Your pumpkins will be fine, i have mine from the first week in october typically. Buy them now before the good ones go.

As for the hay i can't help you but i'm sure someone else will.


----------



## maleficent (May 20, 2007)

If it's a real hay bale not a craft bale it won't keep, it will fade and if it gets wet it will sprout or mold. If you keep your pumpkin in a cool dry place it should keep til Halloween.


----------



## nightrideproductions (Jun 1, 2008)

I have a bale of hay from 3 years ago, and it is still fine. Like maleficent said, if you want it to last, keep it out of the sun and in a dry place...maybe away from bugs?


----------



## Ugly Joe (Jan 13, 2004)

I'll usually start buying pumpkins near the end of Sept or early Oct, and they're always good until I carve them on the 31st (for some reason, I feel Jack-O-Lanterns should be carved on Halloween - however, I always love seeing others work beforehand, so the point's moot).

A couple of years ago, I had one pumpkin I left uncarved, and it was good until February of the following year! Sat on my porch the entire time, and it was so sad when it began to finally rot.
(keep in mind, I'm in Southern California, so no frosts or freezing to worry about)


----------



## Frankie's Girl (Aug 27, 2007)

Real hay/straw will keep for maybe year or so in a dry cool storage area but it really depends on how well it was cured before baled. If it was baled before completely drying out, then it will most definitely mold before that. 

If you got the bale that was meant for horses, then it would be dried well, but cattle or decorative bales, you might have a bale that wouldn't last long. (I have owned horses, so that's just my 2¢ based on my experience)

Pumpkins, as long as they are uncarved and no nicks in the skin, should keep until Halloween if in a cool dry area.


----------



## hallowedding (Sep 20, 2004)

maleficent said:


> If it's a real hay bale not a craft bale it won't keep, it will fade and if it gets wet it will sprout or mold.


Real hay will also attract critters who want to use it as a home or to build their nests.


----------



## frenchy (Dec 16, 2007)

Thank you all for your answer i was afraid about the hay i think it's a decorative one but yep i will go for pumpkin this week when the pay will be in the bank 

frenchy


----------



## Pumpkinprincess (Aug 8, 2007)

hallowedding said:


> Real hay will also attract critters who want to use it as a home or to build their nests.


I had bales for decoration a couple of weeks before Halloween. I went to remove them Halloween night and discovered several field mice had made a large nest.


----------



## a witch from canada (Jul 13, 2005)

bale of hay just put them in a large plastic bag it will keep till next year no problem we did it here 2 years ago to re use a few the year after , you can put some little moth balls thing in the bag to keep mice away but if it rains on them they become heavy and the seeds in them will grow so you will have grass growing in them and it will rotten .
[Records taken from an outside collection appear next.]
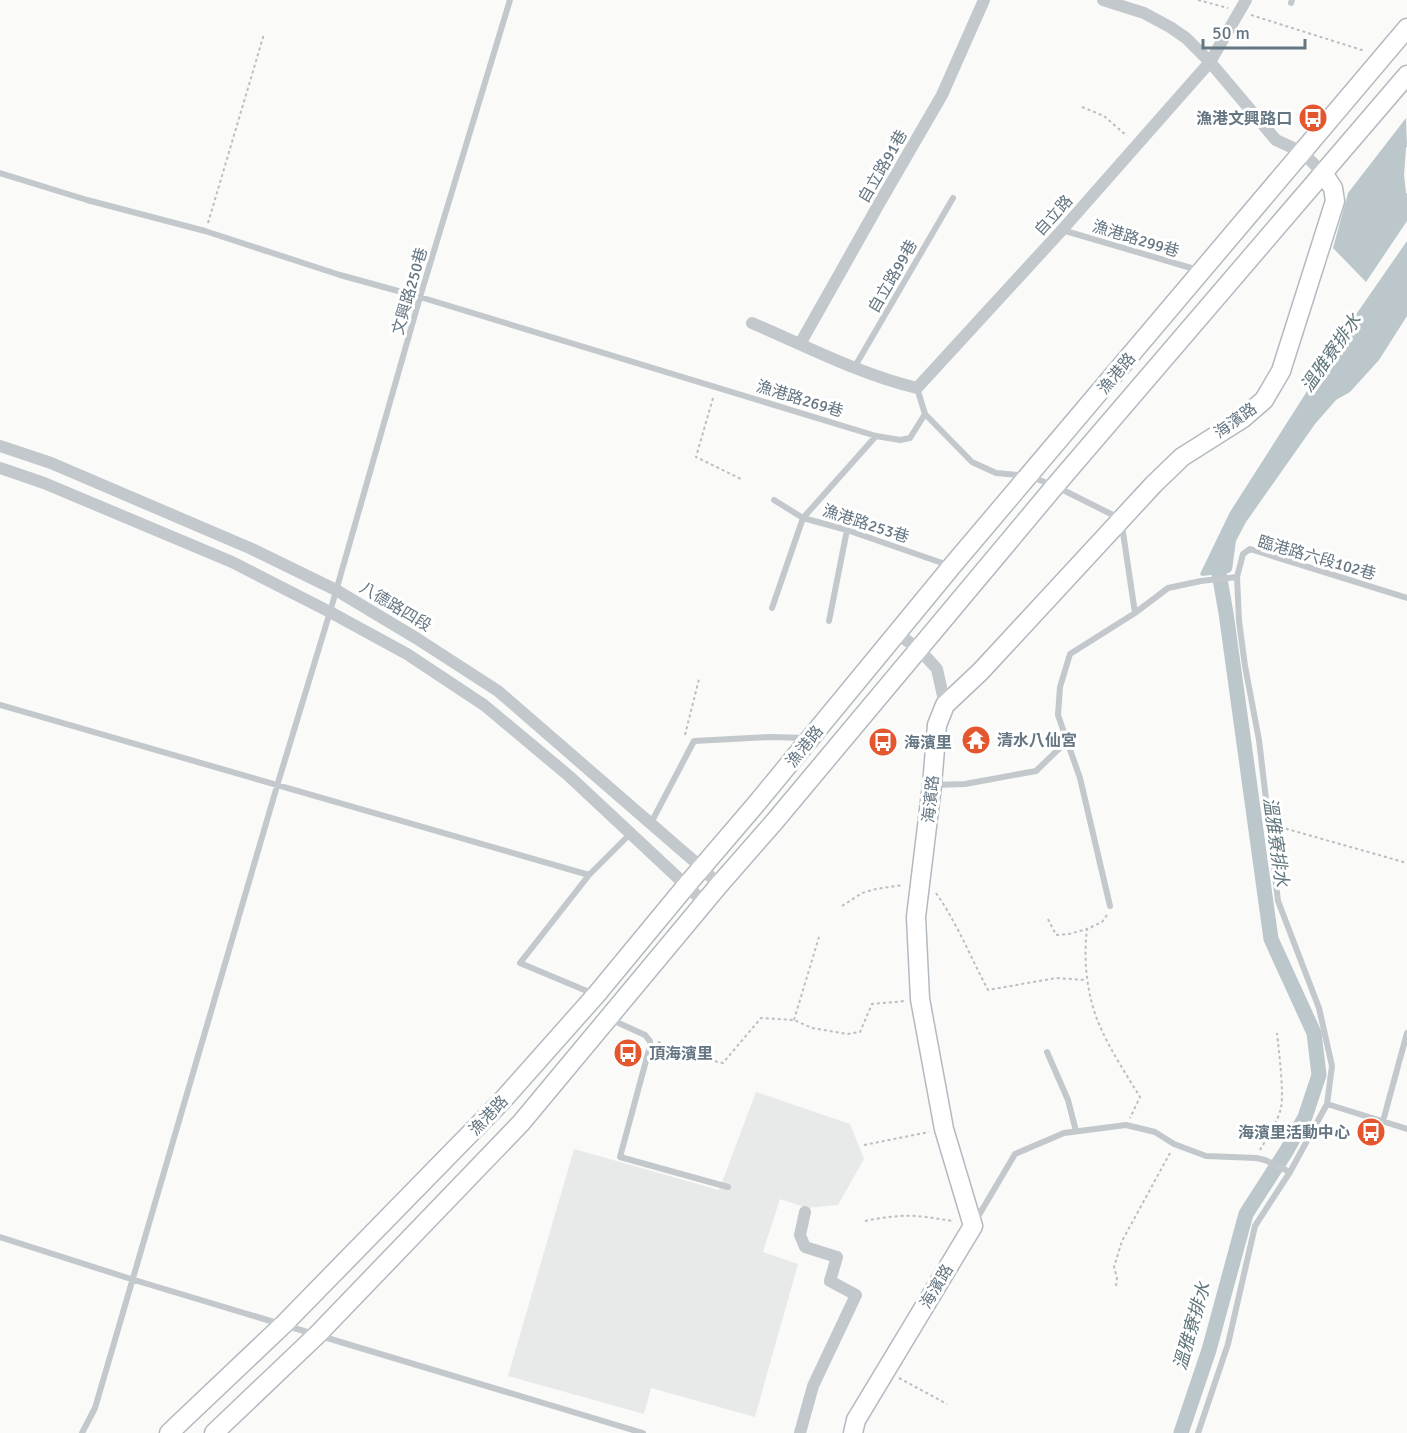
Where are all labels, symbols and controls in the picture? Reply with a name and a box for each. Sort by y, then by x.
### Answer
scale bar [1203,12,1305,50]
text: 50 m [1212,22,1250,44]
bus stop icon: 漁港文興路口 [1297,102,1329,134]
place label: 漁港文興路口 [1196,109,1292,129]
street label: 自立路91巷 [854,126,912,207]
street label: 自立路 [1030,191,1077,240]
street label: 漁港路299巷 [1090,216,1182,262]
street label: 自立路99巷 [864,236,922,317]
street label: 文興路250巷 [388,245,432,337]
water label: 溫雅寮排水 [1296,309,1366,396]
street label: 漁港路 [1094,349,1140,398]
street label: 漁港路269巷 [754,376,846,422]
street label: 海濱路 [1210,399,1261,443]
street label: 漁港路253巷 [820,501,912,547]
street label: 臨港路六段102巷 [1255,532,1378,584]
street label: 八德路四段 [356,578,435,636]
street label: 漁港路 [782,722,828,772]
temple icon: 清水八仙宮 [960,724,992,756]
bus stop icon: 海濱里 [867,726,899,758]
place label: 清水八仙宮 [997,731,1077,751]
place label: 海濱里 [904,733,952,753]
street label: 海濱路 [919,774,943,824]
water label: 溫雅寮排水 [1259,796,1293,889]
bus stop icon: 頂海濱里 [612,1037,644,1069]
place label: 頂海濱里 [649,1044,713,1064]
street label: 漁港路 [465,1091,513,1140]
bus stop icon: 海濱里活動中心 [1355,1116,1387,1148]
place label: 海濱里活動中心 [1238,1123,1350,1143]
street label: 海濱路 [916,1261,958,1312]
water label: 溫雅寮排水 [1169,1279,1215,1372]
i got my pumpkins saturday and their outside on the covered porch and will last till halloween , as long as you dont get frost on them .....in quebec where i am at with the very rainy summer we had their is very little pumpkins this year and they are more expensive as well and we have had 2 night this weekend with frost here so if it freezes in the field their wont be alot (i was told and it was true last year) , but i alway get mine around this time and they last till halloween , some little critters tend to chew underneat some but outside i dont mind


----------



## frenchy (Dec 16, 2007)

Thanks witch i will try the plastic bag and i am not a fantatic to find mice anywhere as 5 cats in the house here when they come back from a nite out they trend to bring toys and i just can't touch them ahhhhhh


----------